When it came to implementing Adwords, my plan had been to bid on uber obscure keywords that would be super cheap to bid on (think “idle giraffe” or “bellicose baby”), but unfortunately Google requires that your ad links be live, properly hosted websites. Since my website is running on my localhost, Adwords wouldn’t let me create a campaign with my mock e-commerce website 🙁

As a workaround, I created a mock search engine results page that my users would navigate to before going to my mock e-commerce site’s homepage. 20% of users would click on my ‘Adwords ad’ for hoody sweatshirts on that page (that’s one of the things my store sells, BTW) . The ad link was encoded with the same UTM parameters that would be used in Google Adwords to make sure the ad click is attributed to the correct source, medium, and campaign in GA. After imposing a 40% bounce probability on these users, the remaining ones buy a hoody.

It seemed like I might as well use this project as another opportunity to work with GDS, so I went ahead and made another dashboard for my e-commerce website (live link):

gds_dashboard

If you notice that the big bar graph in the dashboard above looks a little like the beta distribution from before, that’s not an accident. Seeing the Hoody Promo Conv. Rate hover around 60% was another sign things were working as expected (implemented as a Goal in GA).

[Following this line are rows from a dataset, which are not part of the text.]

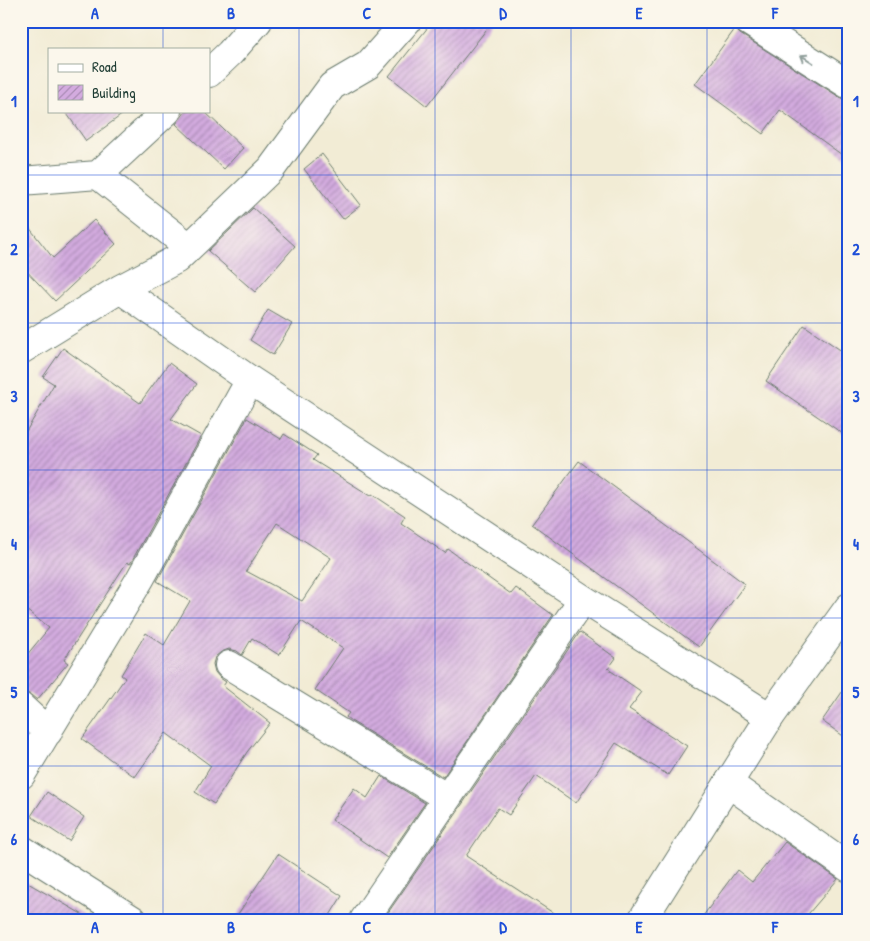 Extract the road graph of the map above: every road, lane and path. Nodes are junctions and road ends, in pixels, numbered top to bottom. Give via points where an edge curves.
1 (258, 21) edge
2 (407, 21) edge
3 (748, 21) edge
4 (210, 72) edge
5 (849, 85) edge
6 (166, 112) edge
7 (98, 175) junction
8 (21, 182) edge
9 (189, 247) junction
10 (120, 289) junction
11 (21, 350) edge
12 (250, 380) junction
13 (582, 598) junction
14 (849, 607) edge
15 (229, 665) dead end
16 (21, 707) edge
17 (770, 717) junction
18 (48, 732) junction
19 (21, 776) edge
20 (728, 783) junction
21 (447, 798) junction
22 (21, 849) edge
23 (849, 868) edge
24 (133, 920) edge
25 (364, 920) edge
26 (642, 920) edge

1 - 4 main road
2 - 9 main road via 368,64 332,86 271,169
5 -> 3 main road
6 - 7 main road
7 - 8 main road
7 - 9 main road
9 - 10 main road via 177,259
10 - 11 main road
10 - 12 main road
12 - 13 main road
12 - 18 main road via 140,579
13 - 17 main road
13 - 21 main road
14 - 17 main road
15 - 21 main road
16 - 18 main road
17 - 20 main road
18 - 19 main road
20 - 23 main road
20 - 26 main road
21 - 25 main road
22 - 24 main road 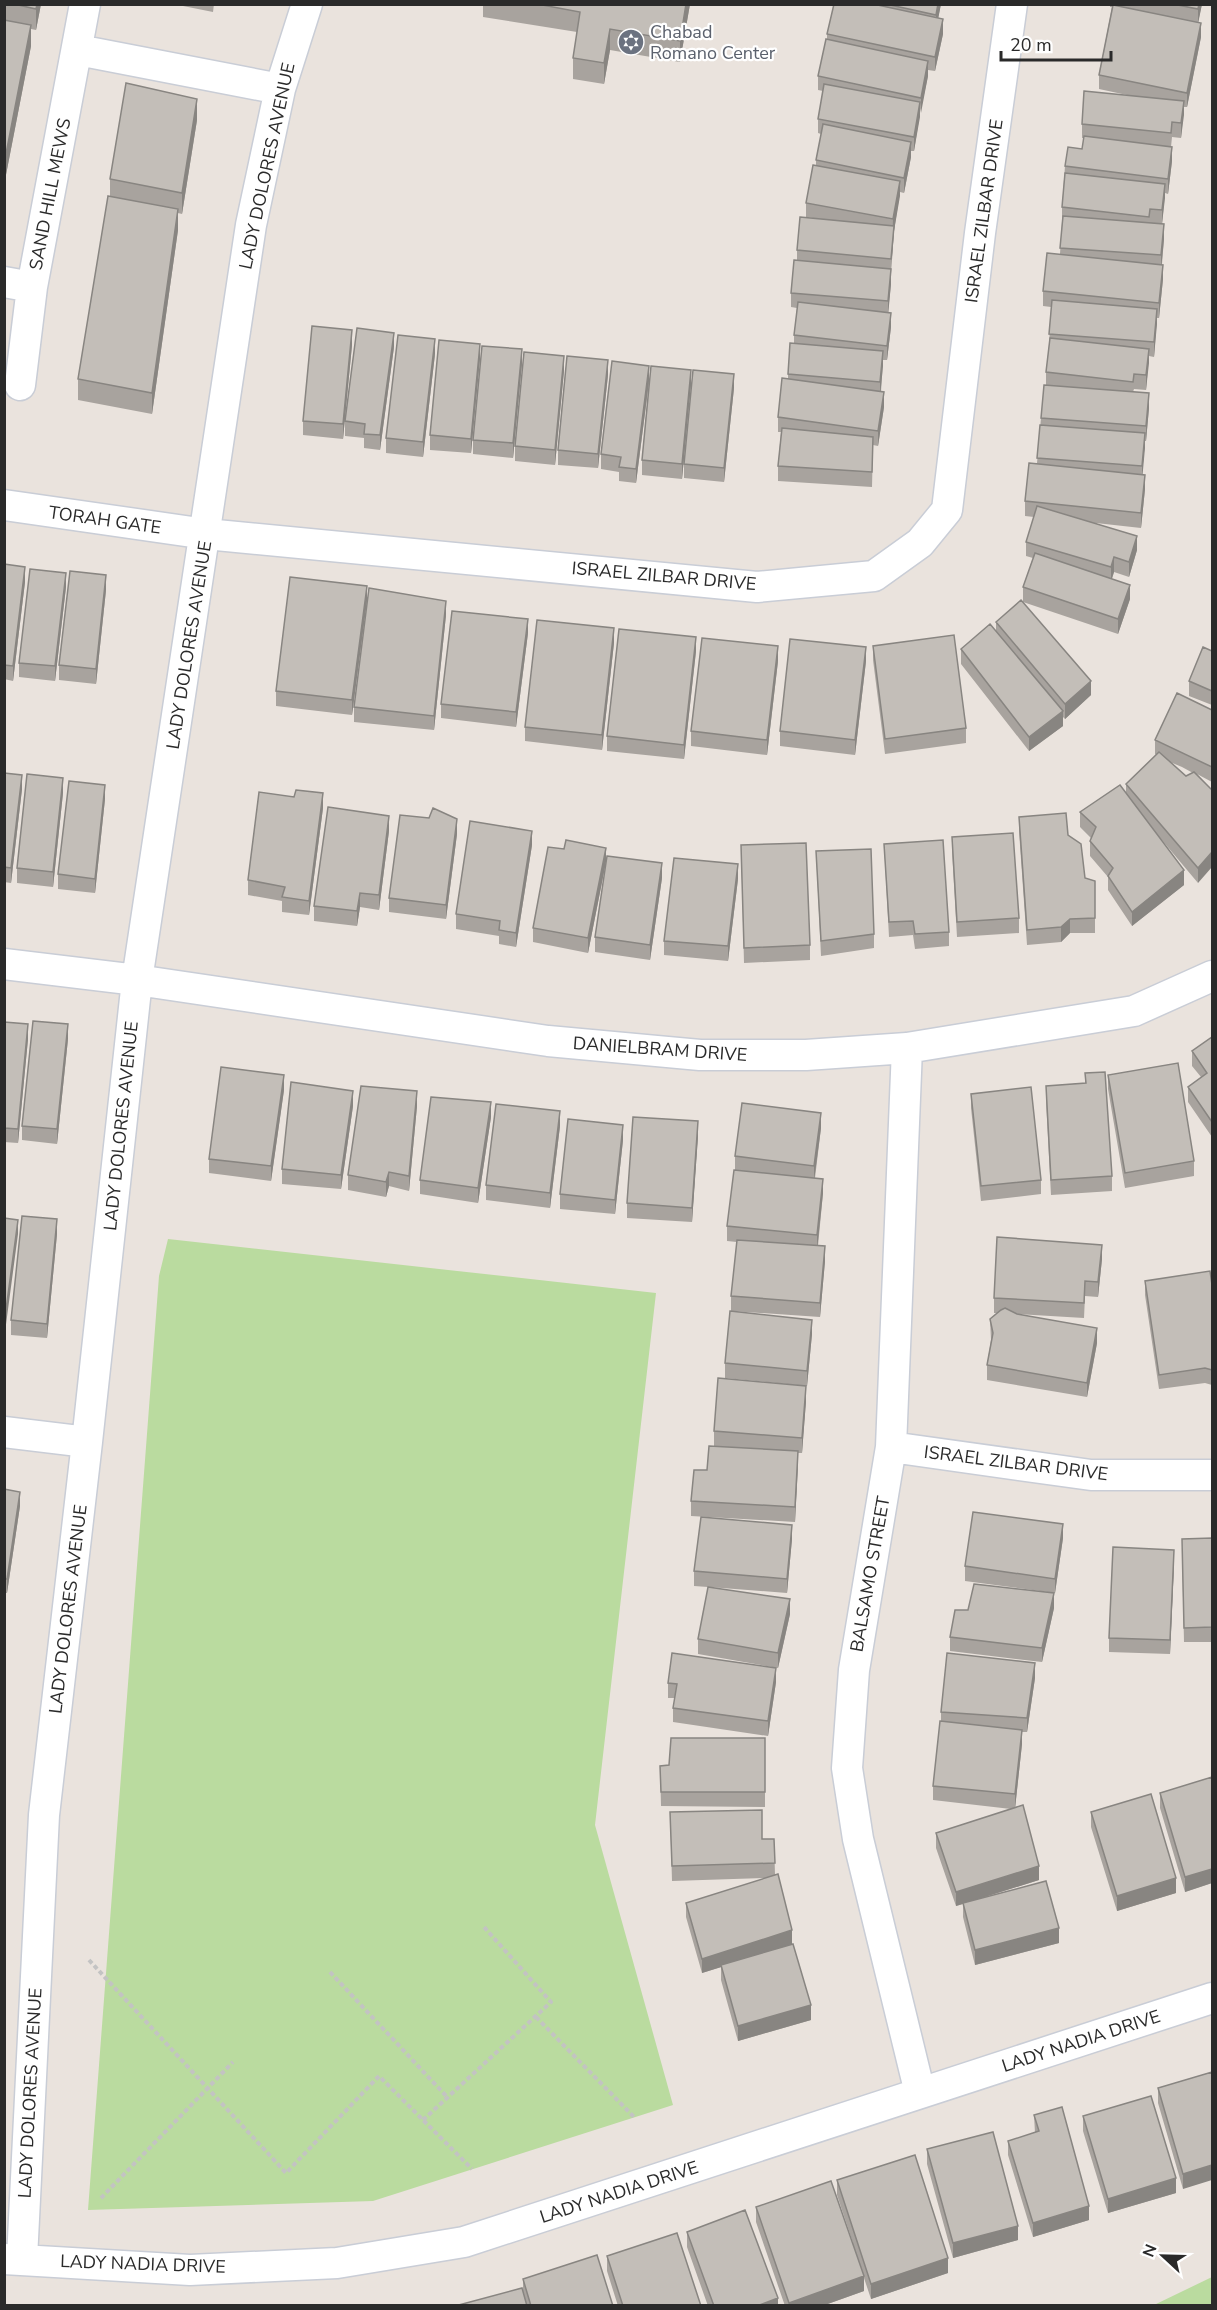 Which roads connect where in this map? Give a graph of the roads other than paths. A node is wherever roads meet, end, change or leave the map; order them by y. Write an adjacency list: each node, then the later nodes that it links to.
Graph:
1 (85, 4): 4 (street, SAND HILL MEWS)
2 (307, 4): 5 (street, LADY DOLORES AVENUE)
3 (1012, 4): 9 (street, ISRAEL ZILBAR DRIVE)
4 (78, 50): 5 (street); 6 (street, SAND HILL MEWS)
5 (280, 89): 9 (street, LADY DOLORES AVENUE)
6 (18, 285): 7 (street, SAND HILL MEWS)
7 (20, 385)
8 (4, 505): 9 (street, TORAH GATE)
9 (206, 534): 12 (street, LADY DOLORES AVENUE)
10 (4, 964): 12 (street)
11 (1212, 976): 13 (street, DANIELBRAM DRIVE)
12 (137, 980): 13 (street, DANIELBRAM DRIVE); 15 (street, LADY DOLORES AVENUE)
13 (907, 1048): 16 (street, BALSAMO STREET)
14 (4, 1432): 15 (street)
15 (87, 1443): 20 (street, LADY DOLORES AVENUE)
16 (891, 1447): 17 (street, ISRAEL ZILBAR DRIVE); 19 (street, BALSAMO STREET)
17 (1212, 1475)
18 (1212, 1998): 19 (street, LADY NADIA DRIVE)
19 (920, 2093): 20 (street, LADY NADIA DRIVE)
20 (13, 2259)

In my second go-around with GDS, however, I did come up against a few more frustrating limitations. One thing I really wanted to do was create a scorecard element that would tell you the name of the most popular item in the store, but GDS won’t let you do that.

I also wanted to make a histogram, but that is also not supported in GDS. Using my own log data, I did manage to generate the histogram I wanted—of the average order value.

avg_cart_value_hist

I’m pretty sure we’re seeing evidence of the Central Limit Theorem kicking in here. The CLT says that the distribution of sample means—even when drawn from a distribution that is not normal—will tend towards normality as the sample size gets larger.

A few things have me wondering here, however. In this simulation, the sample size is itself a random variable which is never that big. The rule of thumb says that 30 counts as a large sample size, but if you look at the Poisson graph above you’ll see the sample size rarely goes above 8. I’m wondering whether this is mitigated by a large number of samples (i.e. simulated users); the histogram above is based on 50,000 simulated users. Also, because average order values can never be negative, we can only have at best a truncated normal distribution, so unfortunately we cannot graphically verify the symmetry typical of the normal distribution in this case.

But anyway, that’s just me trying to inject a bit of probability/stats into an otherwise implementation-heavy analytics project. Next I might try to re-implement the mock e-commerce site through something like Shopify or WordPress. We’ll see.